Un nouveau club privé à Washington, D.C., soutenu par des personnalités éminentes du Trumpworld, dont Donald Trump Jr., a fait surface et entretient des liens non révélés avec Sean LoJacono, un ancien officier de la police métropolitaine impliqué dans une affaire de brutalité très médiatisée. Les documents déposés par l’entreprise révèlent que LoJacono est répertorié comme « propriétaire véritable » des entités opérationnelles du club, soulevant des questions sur son implication et le processus de sélection des membres de ce cercle exclusif.
Le Cercle Exclusif
Le pouvoir exécutif, lancé début 2025, a rapidement attiré l’attention sur ses copropriétaires de premier plan : Donald Trump Jr., l’investisseur technologique David Sacks, les crypto-milliardaires Tyler et Cameron Winklevoss, et d’autres. Les cotisations atteindraient 500 000 dollars, positionnant le club comme un aimant pour les ultra-riches et politiquement connectés. Pourtant, en coulisses, la présence de LoJacono dans la structure de propriété n’a pas été signalée jusqu’à présent.
Allégations de brutalité
Le passé de LoJacono est entaché d’allégations de force excessive. En 2017, une vidéo virale montrait LoJacono effectuant une fouille agressive d’un civil, M.B. Cottingham, lors d’un contrôle et d’une fouille de routine. Cottingham a intenté une action en justice alléguant que LoJacono « avait coincé ses doigts entre… les fesses et saisi ses organes génitaux ». Le District de Columbia a réglé l’affaire en 2018 pour un montant non divulgué.
Malgré une enquête interne qui n’a trouvé aucun motif de licenciement, les actions de LoJacono ont suscité un tollé général et un procès contre l’ACLU. Il a finalement fait appel de son licenciement et, fin 2023, a récupéré son poste par arbitrage. Au lieu de retourner dans la police, LoJacono occupe désormais le poste de « directeur de la sécurité et de la gestion des installations » au sein du pouvoir exécutif.
Structure de propriété
Les documents déposés par l’entreprise examinés par WIRED montrent que LoJacono est répertorié comme un « propriétaire véritable » d’Executive Branch LLC et des entités liées. Les experts juridiques précisent qu’un bénéficiaire effectif doit avoir un contrôle significatif sur l’entreprise, même s’il ne détient pas une participation majoritaire. Les documents identifient Glenn Gilmore, un associé fréquent de David Sacks, comme « l’organisateur » de l’entreprise, tout en omettant Trump Jr. et les autres copropriétaires répertoriés.
Vue d’ensemble
Les liens du pouvoir exécutif avec LoJacono ajoutent une autre couche de controverse à un environnement déjà exclusif et politiquement chargé. Cela soulève des questions sur les normes d’association au sein de Trumpworld, où des personnalités controversées peuvent trouver des positions d’influence sans examen public. Le silence du club sur l’implication de LoJacono souligne l’opacité de ses opérations et la volonté de négliger les fautes passées au profit de la loyauté ou du gain financier.

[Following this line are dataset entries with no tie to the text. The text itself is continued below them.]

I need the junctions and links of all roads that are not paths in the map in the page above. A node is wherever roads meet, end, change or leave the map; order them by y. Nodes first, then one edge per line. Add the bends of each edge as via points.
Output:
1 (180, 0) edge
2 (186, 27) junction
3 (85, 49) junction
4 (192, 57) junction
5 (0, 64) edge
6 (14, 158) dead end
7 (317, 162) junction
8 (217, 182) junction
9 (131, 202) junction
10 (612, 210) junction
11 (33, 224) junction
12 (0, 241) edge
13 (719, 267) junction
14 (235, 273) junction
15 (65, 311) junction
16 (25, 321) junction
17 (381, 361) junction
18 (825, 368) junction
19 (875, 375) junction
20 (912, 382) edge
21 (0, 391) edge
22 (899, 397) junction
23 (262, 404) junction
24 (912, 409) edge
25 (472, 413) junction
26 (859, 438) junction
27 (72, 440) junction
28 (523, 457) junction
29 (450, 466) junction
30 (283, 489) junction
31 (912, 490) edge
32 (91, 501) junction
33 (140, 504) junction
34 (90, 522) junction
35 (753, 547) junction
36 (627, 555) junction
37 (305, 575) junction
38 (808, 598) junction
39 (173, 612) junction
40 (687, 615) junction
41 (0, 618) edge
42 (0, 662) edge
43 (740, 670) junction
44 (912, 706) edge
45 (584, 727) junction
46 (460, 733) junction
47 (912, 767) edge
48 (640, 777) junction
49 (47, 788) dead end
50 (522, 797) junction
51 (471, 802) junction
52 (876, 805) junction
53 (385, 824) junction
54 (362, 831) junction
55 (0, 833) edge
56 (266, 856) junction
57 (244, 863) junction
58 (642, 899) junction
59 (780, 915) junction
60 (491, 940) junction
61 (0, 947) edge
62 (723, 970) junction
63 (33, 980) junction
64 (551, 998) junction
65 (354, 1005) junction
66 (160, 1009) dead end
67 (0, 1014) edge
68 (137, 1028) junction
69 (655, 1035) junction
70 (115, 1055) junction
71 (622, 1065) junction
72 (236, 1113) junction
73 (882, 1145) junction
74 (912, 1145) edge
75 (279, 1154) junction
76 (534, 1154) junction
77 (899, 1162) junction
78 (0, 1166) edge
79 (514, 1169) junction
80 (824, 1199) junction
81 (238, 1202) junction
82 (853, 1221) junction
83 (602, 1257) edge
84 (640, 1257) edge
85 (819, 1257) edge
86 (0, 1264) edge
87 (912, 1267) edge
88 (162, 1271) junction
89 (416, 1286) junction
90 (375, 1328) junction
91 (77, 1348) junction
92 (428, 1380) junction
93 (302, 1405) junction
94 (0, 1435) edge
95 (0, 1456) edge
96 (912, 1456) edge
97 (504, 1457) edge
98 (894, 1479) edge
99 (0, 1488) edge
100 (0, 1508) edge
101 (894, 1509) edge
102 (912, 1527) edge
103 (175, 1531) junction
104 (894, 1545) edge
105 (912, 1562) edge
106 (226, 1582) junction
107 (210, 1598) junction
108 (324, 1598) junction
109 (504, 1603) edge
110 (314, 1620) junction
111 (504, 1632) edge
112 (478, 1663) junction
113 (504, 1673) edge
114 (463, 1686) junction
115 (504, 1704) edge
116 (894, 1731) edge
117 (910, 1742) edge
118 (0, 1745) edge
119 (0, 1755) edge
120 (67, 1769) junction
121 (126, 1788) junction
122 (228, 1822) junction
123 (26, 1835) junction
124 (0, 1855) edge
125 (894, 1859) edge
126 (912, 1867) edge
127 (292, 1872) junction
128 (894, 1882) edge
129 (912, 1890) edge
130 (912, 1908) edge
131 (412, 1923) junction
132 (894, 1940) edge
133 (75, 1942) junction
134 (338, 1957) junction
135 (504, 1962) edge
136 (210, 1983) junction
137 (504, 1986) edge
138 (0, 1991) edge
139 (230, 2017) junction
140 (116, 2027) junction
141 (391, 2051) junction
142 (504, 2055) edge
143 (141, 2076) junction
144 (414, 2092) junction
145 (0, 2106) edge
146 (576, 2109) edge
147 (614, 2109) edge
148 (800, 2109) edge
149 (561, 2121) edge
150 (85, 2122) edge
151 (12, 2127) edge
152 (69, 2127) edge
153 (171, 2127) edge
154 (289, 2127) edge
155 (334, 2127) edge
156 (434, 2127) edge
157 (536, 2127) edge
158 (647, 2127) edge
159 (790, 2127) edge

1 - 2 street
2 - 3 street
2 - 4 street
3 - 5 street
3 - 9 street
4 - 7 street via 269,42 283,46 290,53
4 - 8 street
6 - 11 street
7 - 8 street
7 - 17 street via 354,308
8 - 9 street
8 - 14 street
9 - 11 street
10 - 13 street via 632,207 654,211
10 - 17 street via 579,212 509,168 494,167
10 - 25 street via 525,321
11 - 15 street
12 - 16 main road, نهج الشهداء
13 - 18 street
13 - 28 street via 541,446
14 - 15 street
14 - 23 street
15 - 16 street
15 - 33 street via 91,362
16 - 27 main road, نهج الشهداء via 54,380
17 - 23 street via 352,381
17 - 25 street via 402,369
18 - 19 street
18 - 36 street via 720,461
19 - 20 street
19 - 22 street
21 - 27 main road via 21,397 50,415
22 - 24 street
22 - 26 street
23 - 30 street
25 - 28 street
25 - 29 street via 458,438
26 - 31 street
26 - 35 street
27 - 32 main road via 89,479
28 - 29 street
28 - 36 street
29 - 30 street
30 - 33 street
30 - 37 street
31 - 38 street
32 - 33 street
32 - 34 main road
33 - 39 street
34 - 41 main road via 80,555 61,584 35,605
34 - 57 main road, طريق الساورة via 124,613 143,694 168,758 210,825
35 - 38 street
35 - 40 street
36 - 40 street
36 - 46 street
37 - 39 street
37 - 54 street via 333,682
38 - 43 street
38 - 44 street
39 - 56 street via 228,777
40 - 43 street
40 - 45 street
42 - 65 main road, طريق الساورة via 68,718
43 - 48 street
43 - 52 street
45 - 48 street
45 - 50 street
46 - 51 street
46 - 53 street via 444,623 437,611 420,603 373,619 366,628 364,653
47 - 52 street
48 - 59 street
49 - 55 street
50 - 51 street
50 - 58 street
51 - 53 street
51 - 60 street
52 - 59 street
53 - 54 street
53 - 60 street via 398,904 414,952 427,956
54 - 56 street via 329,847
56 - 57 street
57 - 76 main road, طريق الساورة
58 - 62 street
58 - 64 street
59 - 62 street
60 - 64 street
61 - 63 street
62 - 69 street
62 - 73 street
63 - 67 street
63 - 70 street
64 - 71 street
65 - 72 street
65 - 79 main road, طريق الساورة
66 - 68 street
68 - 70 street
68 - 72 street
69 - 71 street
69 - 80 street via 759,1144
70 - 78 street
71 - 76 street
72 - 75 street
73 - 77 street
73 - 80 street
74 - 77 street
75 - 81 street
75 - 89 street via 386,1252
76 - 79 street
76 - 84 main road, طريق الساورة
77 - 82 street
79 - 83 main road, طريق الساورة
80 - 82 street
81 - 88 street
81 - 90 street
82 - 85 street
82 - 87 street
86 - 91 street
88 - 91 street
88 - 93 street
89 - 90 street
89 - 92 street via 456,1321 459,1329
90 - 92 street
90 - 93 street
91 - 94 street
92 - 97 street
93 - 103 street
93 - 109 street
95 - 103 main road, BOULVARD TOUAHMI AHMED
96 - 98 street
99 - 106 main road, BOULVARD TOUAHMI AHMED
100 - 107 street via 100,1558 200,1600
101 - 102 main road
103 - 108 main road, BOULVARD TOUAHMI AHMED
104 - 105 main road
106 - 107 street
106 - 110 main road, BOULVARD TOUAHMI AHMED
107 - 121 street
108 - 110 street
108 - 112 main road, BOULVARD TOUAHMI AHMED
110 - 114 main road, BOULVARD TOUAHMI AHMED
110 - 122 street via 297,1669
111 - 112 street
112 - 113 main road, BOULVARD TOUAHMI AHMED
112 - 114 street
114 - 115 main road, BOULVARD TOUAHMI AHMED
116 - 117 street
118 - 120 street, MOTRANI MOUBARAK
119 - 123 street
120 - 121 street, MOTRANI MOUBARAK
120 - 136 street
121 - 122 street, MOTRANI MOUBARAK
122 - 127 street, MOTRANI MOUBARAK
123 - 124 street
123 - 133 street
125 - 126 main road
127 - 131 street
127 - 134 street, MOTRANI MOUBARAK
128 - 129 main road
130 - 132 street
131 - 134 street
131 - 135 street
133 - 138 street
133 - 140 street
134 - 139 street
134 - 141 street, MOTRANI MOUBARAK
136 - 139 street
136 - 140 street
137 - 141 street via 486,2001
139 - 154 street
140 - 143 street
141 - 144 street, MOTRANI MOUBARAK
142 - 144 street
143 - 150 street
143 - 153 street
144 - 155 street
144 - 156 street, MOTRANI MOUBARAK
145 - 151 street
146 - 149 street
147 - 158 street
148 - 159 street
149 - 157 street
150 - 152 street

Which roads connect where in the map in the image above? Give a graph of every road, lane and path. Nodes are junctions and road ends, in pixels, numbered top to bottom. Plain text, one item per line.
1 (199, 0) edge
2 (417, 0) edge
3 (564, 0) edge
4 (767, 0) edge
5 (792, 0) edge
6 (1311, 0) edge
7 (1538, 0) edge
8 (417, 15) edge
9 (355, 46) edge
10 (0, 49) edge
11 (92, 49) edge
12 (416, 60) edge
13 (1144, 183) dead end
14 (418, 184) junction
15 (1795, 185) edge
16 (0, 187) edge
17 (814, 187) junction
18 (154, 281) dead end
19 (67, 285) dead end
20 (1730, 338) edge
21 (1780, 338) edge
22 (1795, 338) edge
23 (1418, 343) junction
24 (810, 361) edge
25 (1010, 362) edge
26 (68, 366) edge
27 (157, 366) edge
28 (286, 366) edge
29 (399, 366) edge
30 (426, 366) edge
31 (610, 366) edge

Cette affaire reflète des cas similaires où des personnalités alignées sur MAGA ont embrassé des individus aux antécédents variés, comme Daniel Penny, l’ex-marine qui a mortellement étouffé un passager du métro et a ensuite été embauché par Andreessen Horowitz. Cette tendance suggère une volonté de donner la priorité à l’alignement politique plutôt qu’aux considérations éthiques.
Le pouvoir exécutif, Trump Jr., LoJacono, Gilmore et Sacks n’ont pas répondu aux demandes de commentaires. Leur silence en dit long sur l’obscurité délibérée qui entoure le fonctionnement interne du club et sur les efforts déployés par ses membres pour protéger leurs intérêts.